In my book about the night[2], I was not interested in the banishment of night, as the locus of evil, nor in its upward revaluation, as day’s absolutely subversive counterpart. My focus was on philosophers, artists, and writers whose work limns a dialectic of mutual influence between the two. The Romantic psychologists studied all forms of communication between human beings and even—here they included clairvoyance and somnambulism—with the past and the future. These prophetic stories demonstrate that everything we associate with day, with reason and the rules of everyday life, is fragile when taken by itself, that it floats on the surface. That observation gives rise to the idea that all sorts of knowledge and experience are present even during the day if only we pay attention. It entails a training of the eye and of perception we find reflected, for example, in the Romantic night pieces.

Night is the locus of creativity. Even in highly religious cultures that see it as the abode of dark demons and the devil, it harbors a creative spark, a source of radical change and transformation. Once we consider things in the nocturnal perspective, not only does the day appear in a different light; we also see strata of what is not directly visible or perceptible come into view that provide access to the other. So the night has to do with alterity, it brings complexity into play, and that in turn challenges us to develop a more complex view of the night. In the Christian world, where night is the place of the diabolical and the demonic, of seduction and the remoteness of God, it may at once also be the place of closeness to God and epiphany, and such nocturnal epiphany is more important than its diurnal counterpart. The night is when we are seduced and lose our way, but it also leads us to new insight. The nocturnal state, that is to say, engenders a double complexity, in the sense of distinction and contradiction as well as their resolution.

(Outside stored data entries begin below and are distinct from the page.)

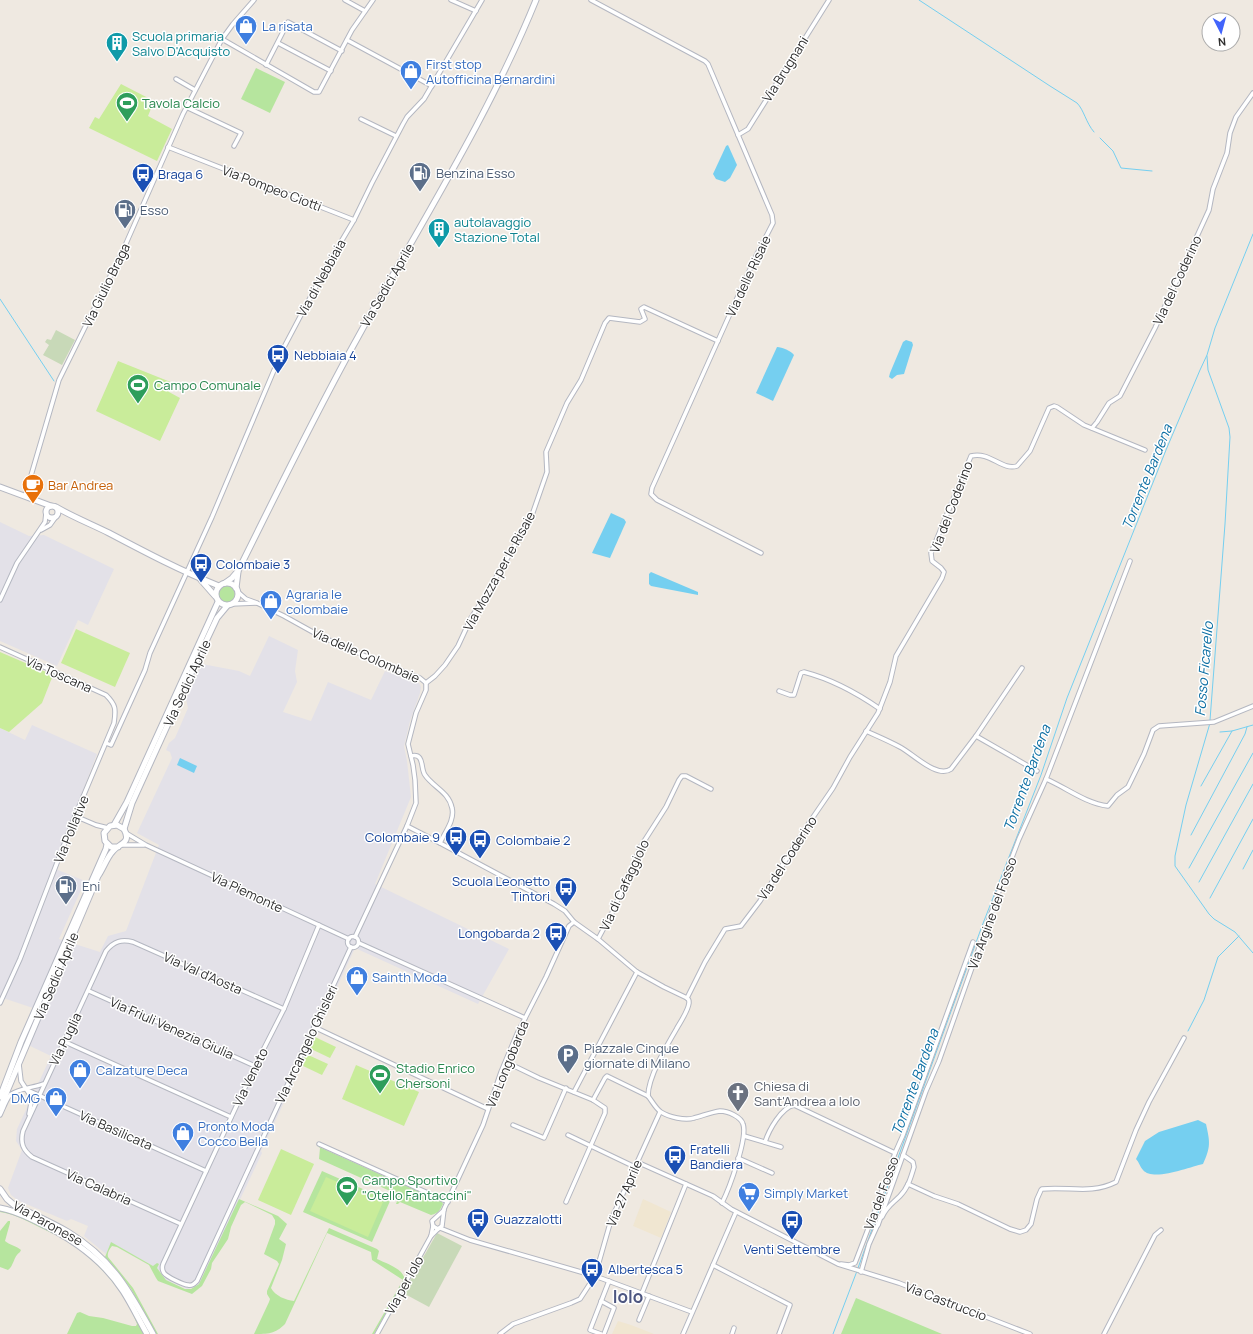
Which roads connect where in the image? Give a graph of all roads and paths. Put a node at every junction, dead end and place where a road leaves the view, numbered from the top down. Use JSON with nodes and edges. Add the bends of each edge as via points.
{"nodes":[{"id":1,"x":254,"y":0,"type":"edge"},
{"id":2,"x":345,"y":0,"type":"edge"},
{"id":3,"x":373,"y":0,"type":"edge"},
{"id":4,"x":451,"y":0,"type":"edge"},
{"id":5,"x":482,"y":0,"type":"edge"},
{"id":6,"x":536,"y":0,"type":"edge"},
{"id":7,"x":591,"y":0,"type":"edge"},
{"id":8,"x":829,"y":0,"type":"edge"},
{"id":9,"x":365,"y":11,"type":"junction"},
{"id":10,"x":476,"y":11,"type":"junction"},
{"id":11,"x":222,"y":39,"type":"junction"},
{"id":12,"x":347,"y":40,"type":"junction"},
{"id":13,"x":278,"y":43,"type":"junction"},
{"id":14,"x":342,"y":51,"type":"junction"},
{"id":15,"x":266,"y":65,"type":"junction"},
{"id":16,"x":331,"y":71,"type":"junction"},
{"id":17,"x":176,"y":79,"type":"dead end"},
{"id":18,"x":432,"y":86,"type":"junction"},
{"id":19,"x":195,"y":90,"type":"junction"},
{"id":20,"x":1253,"y":93,"type":"edge"},
{"id":21,"x":186,"y":107,"type":"junction"},
{"id":22,"x":361,"y":119,"type":"dead end"},
{"id":23,"x":738,"y":135,"type":"junction"},
{"id":24,"x":396,"y":136,"type":"junction"},
{"id":25,"x":234,"y":146,"type":"dead end"},
{"id":26,"x":168,"y":147,"type":"junction"},
{"id":27,"x":354,"y":220,"type":"junction"},
{"id":28,"x":718,"y":341,"type":"junction"},
{"id":29,"x":1092,"y":428,"type":"junction"},
{"id":30,"x":1145,"y":450,"type":"dead end"},
{"id":31,"x":0,"y":487,"type":"edge"},
{"id":32,"x":26,"y":496,"type":"junction"},
{"id":33,"x":50,"y":509,"type":"junction"},
{"id":34,"x":72,"y":516,"type":"junction"},
{"id":35,"x":56,"y":517,"type":"junction"},
{"id":36,"x":40,"y":531,"type":"junction"},
{"id":37,"x":761,"y":553,"type":"dead end"},
{"id":38,"x":1130,"y":561,"type":"dead end"},
{"id":39,"x":187,"y":571,"type":"junction"},
{"id":40,"x":238,"y":571,"type":"junction"},
{"id":41,"x":198,"y":578,"type":"junction"},
{"id":42,"x":225,"y":583,"type":"junction"},
{"id":43,"x":219,"y":586,"type":"junction"},
{"id":44,"x":237,"y":590,"type":"junction"},
{"id":45,"x":215,"y":596,"type":"junction"},
{"id":46,"x":0,"y":600,"type":"edge"},
{"id":47,"x":218,"y":602,"type":"junction"},
{"id":48,"x":258,"y":603,"type":"junction"},
{"id":49,"x":230,"y":605,"type":"junction"},
{"id":50,"x":0,"y":647,"type":"edge"},
{"id":51,"x":1022,"y":668,"type":"dead end"},
{"id":52,"x":426,"y":683,"type":"junction"},
{"id":53,"x":779,"y":691,"type":"dead end"},
{"id":54,"x":114,"y":705,"type":"joint"},
{"id":55,"x":1253,"y":706,"type":"edge"},
{"id":56,"x":880,"y":708,"type":"junction"},
{"id":57,"x":866,"y":731,"type":"junction"},
{"id":58,"x":976,"y":736,"type":"junction"},
{"id":59,"x":106,"y":743,"type":"junction"},
{"id":60,"x":411,"y":756,"type":"junction"},
{"id":61,"x":1037,"y":771,"type":"dead end"},
{"id":62,"x":1046,"y":779,"type":"junction"},
{"id":63,"x":711,"y":789,"type":"dead end"},
{"id":64,"x":76,"y":816,"type":"junction"},
{"id":65,"x":96,"y":825,"type":"junction"},
{"id":66,"x":114,"y":825,"type":"junction"},
{"id":67,"x":406,"y":826,"type":"junction"},
{"id":68,"x":108,"y":828,"type":"junction"},
{"id":69,"x":125,"y":831,"type":"junction"},
{"id":70,"x":104,"y":833,"type":"junction"},
{"id":71,"x":440,"y":843,"type":"junction"},
{"id":72,"x":106,"y":844,"type":"junction"},
{"id":73,"x":146,"y":845,"type":"junction"},
{"id":74,"x":120,"y":846,"type":"junction"},
{"id":75,"x":574,"y":922,"type":"junction"},
{"id":76,"x":319,"y":925,"type":"junction"},
{"id":77,"x":355,"y":937,"type":"junction"},
{"id":78,"x":349,"y":939,"type":"junction"},
{"id":79,"x":121,"y":940,"type":"joint"},
{"id":80,"x":598,"y":940,"type":"junction"},
{"id":81,"x":973,"y":942,"type":"dead end"},
{"id":82,"x":359,"y":943,"type":"junction"},
{"id":83,"x":351,"y":947,"type":"junction"},
{"id":84,"x":637,"y":972,"type":"junction"},
{"id":85,"x":89,"y":991,"type":"junction"},
{"id":86,"x":687,"y":998,"type":"junction"},
{"id":87,"x":0,"y":1003,"type":"edge"},
{"id":88,"x":284,"y":1009,"type":"junction"},
{"id":89,"x":524,"y":1018,"type":"junction"},
{"id":90,"x":314,"y":1027,"type":"junction"},
{"id":91,"x":1184,"y":1038,"type":"dead end"},
{"id":92,"x":64,"y":1042,"type":"junction"},
{"id":93,"x":506,"y":1062,"type":"junction"},
{"id":94,"x":19,"y":1063,"type":"junction"},
{"id":95,"x":255,"y":1066,"type":"junction"},
{"id":96,"x":44,"y":1084,"type":"junction"},
{"id":97,"x":566,"y":1088,"type":"junction"},
{"id":98,"x":25,"y":1089,"type":"junction"},
{"id":99,"x":574,"y":1092,"type":"junction"},
{"id":100,"x":39,"y":1096,"type":"junction"},
{"id":101,"x":648,"y":1096,"type":"junction"},
{"id":102,"x":0,"y":1097,"type":"edge"},
{"id":103,"x":593,"y":1100,"type":"junction"},
{"id":104,"x":0,"y":1108,"type":"edge"},
{"id":105,"x":488,"y":1109,"type":"junction"},
{"id":106,"x":660,"y":1112,"type":"junction"},
{"id":107,"x":0,"y":1115,"type":"edge"},
{"id":108,"x":231,"y":1117,"type":"junction"},
{"id":109,"x":28,"y":1120,"type":"junction"},
{"id":110,"x":513,"y":1125,"type":"dead end"},
{"id":111,"x":568,"y":1135,"type":"dead end"},
{"id":112,"x":744,"y":1136,"type":"junction"},
{"id":113,"x":764,"y":1142,"type":"junction"},
{"id":114,"x":22,"y":1144,"type":"joint"},
{"id":115,"x":319,"y":1144,"type":"dead end"},
{"id":116,"x":591,"y":1145,"type":"junction"},
{"id":117,"x":781,"y":1147,"type":"dead end"},
{"id":118,"x":895,"y":1153,"type":"junction"},
{"id":119,"x":903,"y":1155,"type":"junction"},
{"id":120,"x":738,"y":1158,"type":"junction"},
{"id":121,"x":637,"y":1162,"type":"junction"},
{"id":122,"x":635,"y":1167,"type":"junction"},
{"id":123,"x":206,"y":1171,"type":"junction"},
{"id":124,"x":772,"y":1173,"type":"dead end"},
{"id":125,"x":686,"y":1184,"type":"junction"},
{"id":126,"x":908,"y":1184,"type":"junction"},
{"id":127,"x":0,"y":1186,"type":"edge"},
{"id":128,"x":0,"y":1189,"type":"edge"},
{"id":129,"x":0,"y":1193,"type":"edge"},
{"id":130,"x":448,"y":1202,"type":"junction"},
{"id":131,"x":566,"y":1202,"type":"dead end"},
{"id":132,"x":722,"y":1203,"type":"junction"},
{"id":133,"x":0,"y":1208,"type":"edge"},
{"id":134,"x":444,"y":1209,"type":"junction"},
{"id":135,"x":736,"y":1212,"type":"junction"},
{"id":136,"x":436,"y":1217,"type":"junction"},
{"id":137,"x":443,"y":1221,"type":"junction"},
{"id":138,"x":181,"y":1224,"type":"junction"},
{"id":139,"x":878,"y":1225,"type":"junction"},
{"id":140,"x":433,"y":1226,"type":"junction"},
{"id":141,"x":439,"y":1228,"type":"junction"},
{"id":142,"x":1162,"y":1230,"type":"dead end"},
{"id":143,"x":450,"y":1231,"type":"junction"},
{"id":144,"x":431,"y":1236,"type":"junction"},
{"id":145,"x":838,"y":1264,"type":"junction"},
{"id":146,"x":713,"y":1265,"type":"junction"},
{"id":147,"x":861,"y":1272,"type":"junction"},
{"id":148,"x":164,"y":1273,"type":"joint"},
{"id":149,"x":595,"y":1276,"type":"junction"},
{"id":150,"x":609,"y":1281,"type":"junction"},
{"id":151,"x":642,"y":1293,"type":"junction"},
{"id":152,"x":649,"y":1296,"type":"junction"},
{"id":153,"x":601,"y":1301,"type":"junction"},
{"id":154,"x":692,"y":1312,"type":"junction"},
{"id":155,"x":639,"y":1320,"type":"dead end"},
{"id":156,"x":734,"y":1328,"type":"dead end"},
{"id":157,"x":147,"y":1334,"type":"edge"},
{"id":158,"x":152,"y":1334,"type":"edge"},
{"id":159,"x":377,"y":1334,"type":"edge"},
{"id":160,"x":500,"y":1334,"type":"edge"},
{"id":161,"x":600,"y":1334,"type":"edge"},
{"id":162,"x":604,"y":1334,"type":"edge"},
{"id":163,"x":682,"y":1334,"type":"edge"},
{"id":164,"x":732,"y":1334,"type":"edge"},
{"id":165,"x":779,"y":1334,"type":"edge"},
{"id":166,"x":1030,"y":1334,"type":"edge"},
{"id":167,"x":1104,"y":1334,"type":"edge"}],
"edges":[{"from":1,"to":11,"type":"street","name":"Via Giulio Braga"},
{"from":2,"to":9,"type":"street"},
{"from":3,"to":9,"type":"street"},
{"from":4,"to":10,"type":"street"},
{"from":5,"to":10,"type":"street","name":"Via di Nebbiaia"},
{"from":6,"to":40,"type":"main road","name":"Via Sedici Aprile","via":[[465,149],[357,338]]},
{"from":7,"to":23,"type":"street","name":"Via delle Risaie","via":[[705,60]]},
{"from":8,"to":23,"type":"street","name":"Via Brugnani","via":[[748,129]]},
{"from":9,"to":12,"type":"street"},
{"from":10,"to":18,"type":"street","name":"Via di Nebbiaia"},
{"from":11,"to":15,"type":"street"},
{"from":11,"to":19,"type":"street","name":"Via Giulio Braga"},
{"from":12,"to":14,"type":"street"},
{"from":12,"to":18,"type":"street"},
{"from":13,"to":14,"type":"street","via":[[288,22]]},
{"from":13,"to":15,"type":"street"},
{"from":13,"to":16,"type":"street"},
{"from":14,"to":16,"type":"street"},
{"from":15,"to":16,"type":"street","via":[[314,92],[319,92]]},
{"from":17,"to":19,"type":"street"},
{"from":18,"to":24,"type":"street","name":"Via di Nebbiaia","via":[[407,117]]},
{"from":19,"to":21,"type":"street","name":"Via Giulio Braga"},
{"from":20,"to":29,"type":"street","name":"Via del Coderino","via":[[1232,125],[1228,153],[1213,189],[1209,210],[1155,328],[1120,396],[1109,403]]},
{"from":21,"to":25,"type":"street","via":[[241,133]]},
{"from":21,"to":26,"type":"street","name":"Via Giulio Braga"},
{"from":22,"to":24,"type":"street"},
{"from":23,"to":28,"type":"street","name":"Via delle Risaie","via":[[772,215],[773,223]]},
{"from":24,"to":27,"type":"street","name":"Via di Nebbiaia"},
{"from":26,"to":27,"type":"street","name":"Via Pompeo Ciotti"},
{"from":26,"to":32,"type":"street","name":"Via Giulio Braga","via":[[124,248],[59,380]]},
{"from":27,"to":39,"type":"street","name":"Via di Nebbiaia","via":[[285,343]]},
{"from":28,"to":37,"type":"street","name":"Via delle Risaie","via":[[651,494],[657,500]]},
{"from":28,"to":52,"type":"street","name":"Via Mozza per le Risaie","via":[[644,307],[641,309],[645,319],[640,322],[609,318],[546,452],[547,472],[531,518],[471,618],[458,646],[440,671]]},
{"from":29,"to":30,"type":"street"},
{"from":29,"to":56,"type":"street","name":"Via del Coderino","via":[[1054,406],[1049,408],[1030,451],[1017,466],[1009,467],[981,454],[970,458],[932,553],[932,561],[944,572],[942,578],[896,656]]},
{"from":31,"to":32,"type":"main road"},
{"from":32,"to":33,"type":"main road"},
{"from":33,"to":34,"type":"main road"},
{"from":33,"to":35,"type":"main road","via":[[59,512]]},
{"from":33,"to":35,"type":"main road","via":[[49,518]]},
{"from":33,"to":36,"type":"street"},
{"from":34,"to":35,"type":"main road"},
{"from":34,"to":39,"type":"main road"},
{"from":35,"to":36,"type":"street","via":[[50,525]]},
{"from":36,"to":46,"type":"street","via":[[17,563]]},
{"from":38,"to":62,"type":"street","name":"Via Argine del Fosso"},
{"from":39,"to":41,"type":"main road"},
{"from":39,"to":59,"type":"street","name":"Via Pollative","via":[[111,745]]},
{"from":40,"to":42,"type":"main road"},
{"from":40,"to":44,"type":"main road","name":"Via Sedici Aprile"},
{"from":41,"to":43,"type":"main road"},
{"from":41,"to":45,"type":"main road"},
{"from":42,"to":43,"type":"main road"},
{"from":42,"to":44,"type":"main road","via":[[232,584]]},
{"from":43,"to":45,"type":"main road"},
{"from":44,"to":48,"type":"street","name":"Via delle Colombaie","via":[[246,599]]},
{"from":44,"to":49,"type":"main road","name":"Via Sedici Aprile","via":[[237,599]]},
{"from":45,"to":47,"type":"main road"},
{"from":47,"to":49,"type":"main road"},
{"from":47,"to":66,"type":"main road","name":"Via Sedici Aprile","via":[[128,802]]},
{"from":48,"to":49,"type":"street"},
{"from":48,"to":52,"type":"street","name":"Via delle Colombaie","via":[[324,638],[420,678]]},
{"from":49,"to":69,"type":"main road","name":"Via Sedici Aprile","via":[[217,618],[193,669],[132,803]]},
{"from":50,"to":54,"type":"street","name":"Via Toscana","via":[[106,695]]},
{"from":51,"to":58,"type":"street"},
{"from":52,"to":60,"type":"street","name":"Via delle Colombaie","via":[[426,690],[408,739]]},
{"from":53,"to":56,"type":"street","via":[[794,695],[801,673],[804,672],[841,686]]},
{"from":54,"to":59,"type":"street","name":"Via Pollative","via":[[114,723]]},
{"from":55,"to":62,"type":"street","via":[[1214,722],[1159,726],[1153,730],[1128,787],[1108,806],[1086,799]]},
{"from":56,"to":57,"type":"street","name":"Via del Coderino"},
{"from":57,"to":58,"type":"street","via":[[901,748],[917,760],[943,771],[951,769]]},
{"from":57,"to":86,"type":"street","name":"Via del Coderino","via":[[833,788],[760,901],[742,926],[725,929],[704,962]]},
{"from":58,"to":61,"type":"street"},
{"from":59,"to":64,"type":"street","name":"Via Pollative"},
{"from":60,"to":67,"type":"street","via":[[416,804]]},
{"from":60,"to":71,"type":"street","via":[[419,757],[424,774],[451,802],[452,820]]},
{"from":62,"to":119,"type":"street","name":"Via Argine del Fosso","via":[[1019,838]]},
{"from":63,"to":80,"type":"street","name":"Via di Cafaggiolo","via":[[686,776],[679,780],[666,807],[641,846]]},
{"from":64,"to":65,"type":"street"},
{"from":64,"to":87,"type":"street","name":"Via Pollative"},
{"from":65,"to":68,"type":"street"},
{"from":65,"to":70,"type":"street"},
{"from":66,"to":68,"type":"main road"},
{"from":66,"to":69,"type":"main road"},
{"from":67,"to":71,"type":"street"},
{"from":67,"to":77,"type":"street"},
{"from":68,"to":70,"type":"main road"},
{"from":69,"to":73,"type":"street","name":"Via Piemonte"},
{"from":69,"to":74,"type":"main road","name":"Via Sedici Aprile","via":[[126,839]]},
{"from":70,"to":72,"type":"main road","name":"Via Sedici Aprile"},
{"from":71,"to":75,"type":"street","via":[[554,904]]},
{"from":72,"to":74,"type":"main road","via":[[111,847]]},
{"from":72,"to":102,"type":"main road","name":"Via Sedici Aprile"},
{"from":73,"to":74,"type":"street","name":"Via Piemonte"},
{"from":73,"to":76,"type":"street","name":"Via Piemonte"},
{"from":74,"to":94,"type":"main road","name":"Via Sedici Aprile","via":[[112,851],[98,876]]},
{"from":75,"to":80,"type":"street"},
{"from":75,"to":89,"type":"street","name":"Via Longobarda","via":[[569,926],[546,978]]},
{"from":76,"to":78,"type":"street","name":"Via Piemonte"},
{"from":76,"to":88,"type":"street","name":"Via Veneto"},
{"from":77,"to":78,"type":"street"},
{"from":77,"to":82,"type":"street"},
{"from":78,"to":83,"type":"street"},
{"from":79,"to":85,"type":"street","name":"Via Puglia","via":[[106,951]]},
{"from":79,"to":88,"type":"street","name":"Via Val d'Aosta","via":[[133,942]]},
{"from":80,"to":84,"type":"street"},
{"from":81,"to":118,"type":"street","name":"Via del Fosso"},
{"from":82,"to":83,"type":"street","via":[[356,947]]},
{"from":82,"to":89,"type":"street"},
{"from":83,"to":90,"type":"street","name":"Via Arcangelo Ghisleri"},
{"from":84,"to":86,"type":"street"},
{"from":84,"to":99,"type":"street"},
{"from":85,"to":92,"type":"street","name":"Via Puglia"},
{"from":85,"to":95,"type":"street","name":"Via Friuli Venezia Giulia"},
{"from":86,"to":101,"type":"street","via":[[689,1005],[664,1051]]},
{"from":88,"to":95,"type":"street","name":"Via Veneto"},
{"from":89,"to":93,"type":"street","name":"Via Longobarda"},
{"from":90,"to":105,"type":"street"},
{"from":90,"to":148,"type":"street","name":"Via Arcangelo Ghisleri","via":[[197,1281],[192,1285],[186,1285]]},
{"from":91,"to":126,"type":"street","via":[[1149,1102],[1116,1182],[1099,1189],[1042,1189],[1031,1224],[1026,1230],[1020,1232],[1010,1229]]},
{"from":92,"to":96,"type":"street","name":"Via Puglia"},
{"from":92,"to":108,"type":"street"},
{"from":93,"to":97,"type":"street"},
{"from":93,"to":105,"type":"street","name":"Via Longobarda"},
{"from":94,"to":98,"type":"street","via":[[21,1081]]},
{"from":94,"to":104,"type":"main road","name":"Via Sedici Aprile"},
{"from":95,"to":108,"type":"street","name":"Via Veneto"},
{"from":96,"to":98,"type":"street"},
{"from":96,"to":100,"type":"street","name":"Via Puglia"},
{"from":97,"to":99,"type":"street"},
{"from":97,"to":110,"type":"street","via":[[544,1138]]},
{"from":98,"to":100,"type":"street","name":"Via Basilicata"},
{"from":98,"to":107,"type":"street","via":[[10,1096]]},
{"from":98,"to":109,"type":"street","via":[[32,1098]]},
{"from":99,"to":103,"type":"street"},
{"from":100,"to":109,"type":"street","name":"Via Puglia"},
{"from":100,"to":123,"type":"street","name":"Via Basilicata"},
{"from":101,"to":103,"type":"street","via":[[607,1076]]},
{"from":101,"to":106,"type":"street"},
{"from":103,"to":116,"type":"street","via":[[606,1110]]},
{"from":105,"to":130,"type":"street","name":"Via Longobarda","via":[[484,1125]]},
{"from":106,"to":112,"type":"street","via":[[690,1119],[724,1112],[743,1122]]},
{"from":106,"to":121,"type":"street","name":"Via 27 Aprile"},
{"from":108,"to":123,"type":"street","name":"Via Veneto"},
{"from":109,"to":114,"type":"street","name":"Via Puglia","via":[[21,1139]]},
{"from":111,"to":116,"type":"street"},
{"from":112,"to":113,"type":"street"},
{"from":112,"to":120,"type":"street"},
{"from":113,"to":117,"type":"street"},
{"from":113,"to":118,"type":"street","via":[[775,1122],[794,1105]]},
{"from":114,"to":138,"type":"street","name":"Via Calabria","via":[[32,1157]]},
{"from":115,"to":130,"type":"street"},
{"from":116,"to":122,"type":"street"},
{"from":116,"to":131,"type":"street"},
{"from":118,"to":145,"type":"street","name":"Via del Fosso","via":[[855,1263]]},
{"from":119,"to":126,"type":"street","via":[[914,1165]]},
{"from":119,"to":139,"type":"street","name":"Via Argine del Fosso"},
{"from":120,"to":124,"type":"street"},
{"from":120,"to":132,"type":"street"},
{"from":121,"to":122,"type":"street","name":"Via 27 Aprile"},
{"from":121,"to":125,"type":"street","name":"Via Castruccio"},
{"from":122,"to":149,"type":"street","name":"Via 27 Aprile","via":[[611,1220]]},
{"from":123,"to":138,"type":"street","name":"Via Veneto"},
{"from":125,"to":132,"type":"street","name":"Via Castruccio"},
{"from":125,"to":151,"type":"street"},
{"from":126,"to":139,"type":"street","via":[[900,1196],[886,1208]]},
{"from":127,"to":128,"type":"main road"},
{"from":128,"to":129,"type":"main road"},
{"from":128,"to":158,"type":"main road","name":"Via Paronese","via":[[14,1205],[69,1232],[107,1263],[130,1292]]},
{"from":130,"to":134,"type":"street","name":"Via Longobarda"},
{"from":132,"to":135,"type":"street","name":"Via Castruccio"},
{"from":133,"to":157,"type":"main road","name":"Via Paronese","via":[[12,1210],[48,1227],[93,1256],[128,1298]]},
{"from":134,"to":136,"type":"street","name":"Via Longobarda"},
{"from":134,"to":137,"type":"street","name":"Via Longobarda"},
{"from":135,"to":145,"type":"street","name":"Via Castruccio"},
{"from":135,"to":146,"type":"street"},
{"from":136,"to":137,"type":"street"},
{"from":136,"to":140,"type":"street","name":"Via Longobarda","via":[[432,1221]]},
{"from":137,"to":141,"type":"street","name":"Via Longobarda"},
{"from":137,"to":143,"type":"street"},
{"from":138,"to":148,"type":"street","name":"Via Veneto","via":[[163,1264]]},
{"from":139,"to":147,"type":"street","via":[[869,1244]]},
{"from":140,"to":141,"type":"street"},
{"from":140,"to":144,"type":"street","name":"Via per Iolo"},
{"from":141,"to":143,"type":"street"},
{"from":141,"to":144,"type":"street","name":"Via per Iolo"},
{"from":142,"to":167,"type":"street","via":[[1155,1235]]},
{"from":143,"to":149,"type":"street","via":[[470,1240]]},
{"from":144,"to":159,"type":"street","name":"Via per Iolo"},
{"from":145,"to":147,"type":"street","name":"Via Castruccio"},
{"from":146,"to":154,"type":"street"},
{"from":146,"to":165,"type":"street","via":[[790,1305]]},
{"from":147,"to":166,"type":"street","name":"Via Castruccio","via":[[899,1283]]},
{"from":149,"to":150,"type":"street"},
{"from":149,"to":160,"type":"street","name":"Via 27 Aprile","via":[[580,1298],[513,1324]]},
{"from":150,"to":151,"type":"street"},
{"from":150,"to":153,"type":"street"},
{"from":151,"to":152,"type":"street"},
{"from":152,"to":154,"type":"street"},
{"from":152,"to":155,"type":"street"},
{"from":153,"to":161,"type":"street","via":[[590,1330]]},
{"from":153,"to":162,"type":"street","via":[[614,1308]]},
{"from":154,"to":163,"type":"street"},
{"from":156,"to":164,"type":"street"}]}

Today, in the perspective of early-twenty-first-century culture, we may wonder whether this fantasy might not have lost all reality: we work at night, our streets are illuminated, trains run, etc. But I am interested in a mythopoetic and cultic thinking, not in everyday phenomena. The former serves to describe the latter, but it does not coincide with them, because everyday life will often see these fantastic phenomena moving from the periphery to the center, where they become symbolically significant stories. This brings the case of a young businesswoman to my mind who was jogging in Central Park at night when she was attacked and raped; a gang of Latinos and Blacks was later charged with the crime. The incident became a huge story in the media even though, in those days, people used to be attacked and killed in Central Park in broad daylight. Even in an era when major urban areas are illuminated to near-daylight levels at night, visibility remains limited, leaving room for the mythical. The difference between day and night subsists even in the twenty-four-hour society, because human beings still need sleep, and so the night continues to exist as the locus of the imagination and its stories. The archaic fear of the night is still alive; so is the fantasy that it is a realm of greater freedom, one where we are invisible. The radio talk show host who pilots his listeners through the night is a very different character than the moderator who wakes everyone up in the early morning. Even now, we are less startled when someone is killed at night, and cities continue to be somewhat more dangerous at night than during the day. What interests me about the night is the archaic aspect, the sense of being allowed to let go once the light dies away.


Dualisms

Yet blurring the distinction between day and night does not result in a non-dualistic thinking. In that regard, I am with de Saussure: the production of meanings requires clear distinctions and differences—for example, we call something a beam and not a dream. It is only by drawing distinctions and comparing that we can delineate contours and define things. And that is exactly why the question of the night interests me beyond its purely material history as a motif. What does it mean to give voice to something, to put it into words, to find images and representations for it? We cannot perceive things but in contrast with other things—that is the core and point of departure for my study of the night.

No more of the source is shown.